Black History Month: trois vies, trois luttes
Ancienne esclave, Harriet Tubman aurait participé à la libération de quelque 70 esclaves noirs. CC
L'histoire en mouvement

Le Black History Month [mois de l’histoire des Noirs] commémore chaque mois de février l’histoire de la diaspora africaine aux Etats-Unis. A cette occasion, nous présentons trois figures noires étasuniennes qui ont combattu parmi les opprimé-e-s dans des contextes historiques distincts, sur divers terrains de lutte, souvent au péril de leur vie.

Harriet Tubman

Née sous le nom d’Araminta Ross dans le Maryland aux alentours de 1820, Harriet Tubman grandit dans une famille d’esclaves travaillant sur une plantation. A l’âge de 12 ans, elle subit une grave blessure à la tête qui la handicapera toute sa vie et provoquera de récurrentes hallucinations qui participeront à forger chez elle un esprit religieux indissociable de son engagement anti-esclavagiste. En 1849, après une première tentative infructueuse, Harriet Tubman parvient à échapper à ses maîtres et entame un long périple de près de 150 kilomètres vers le nord, aidée en cela par le fameux Underground Railroad, un réseau de routes clandestines et de cachettes tenu par des militants abolitionnistes.
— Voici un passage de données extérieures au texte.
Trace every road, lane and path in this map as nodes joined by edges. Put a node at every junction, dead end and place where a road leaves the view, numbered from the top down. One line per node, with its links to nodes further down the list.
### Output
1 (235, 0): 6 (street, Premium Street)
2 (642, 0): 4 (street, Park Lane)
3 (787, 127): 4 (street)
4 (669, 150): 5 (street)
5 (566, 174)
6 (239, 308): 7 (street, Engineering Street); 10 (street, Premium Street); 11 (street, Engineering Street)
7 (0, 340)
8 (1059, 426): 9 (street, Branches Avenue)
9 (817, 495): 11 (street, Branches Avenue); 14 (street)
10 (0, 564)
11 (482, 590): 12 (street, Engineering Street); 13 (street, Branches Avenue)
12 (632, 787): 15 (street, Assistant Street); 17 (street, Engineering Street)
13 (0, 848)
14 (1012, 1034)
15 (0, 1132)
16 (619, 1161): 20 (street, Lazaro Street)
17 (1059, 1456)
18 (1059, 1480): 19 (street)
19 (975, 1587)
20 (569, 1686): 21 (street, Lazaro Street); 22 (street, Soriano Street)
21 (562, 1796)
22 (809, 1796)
Parvenue à Philadelphie, elle est engagée comme servante mais ne tarde pas à ressentir le besoin de venir en aide aux proches qu’elle a laissés derrière elle.

L’entrée en vigueur du Fugitive Slave Act l’année suivante, qui criminalise les esclaves ayant fui, même vers des Etats abolitionnistes, ne fait que renforcer sa conviction; en décembre 1850, elle retourne ainsi délivrer sa sœur. S’ensuivent alors de très nombreuses participations à des fuites d’esclaves qui la font vite connaître comme la «Moïse noire»: on estime qu’elle aurait participé au sauvetage de plus de 70 personnes vers le nord, souvent en direction du Canada. Après la guerre de Sécession, durant laquelle elle servit notamment comme infirmière, elle s’engage dans diverses causes, dont le suffrage féminin.

Oliver Law

Lorsque Harriet Tubman s’éteint en 1913 dans la maison de repos qui porte son nom, Oliver Law est à peine adolescent. Né dans le Texas, il s’engage en 1919 dans l’armée étasunienne et y sert pendant six ans, la majorité du temps le long de la frontière mexicaine. En 1932, dans le contexte de la Grande Dépression, il intègre le Parti communiste, avec laquelle il organise de nombreuses manifestations, notamment pour protester contre l’invasion de l’Ethiopie par l’Italie de Mussolini en 1935. L’année suivante, il intègre la Brigade Abraham Lincoln, qui regroupe les volontaires étasuniens des Brigades internationales engagées dans la guerre civile espagnole.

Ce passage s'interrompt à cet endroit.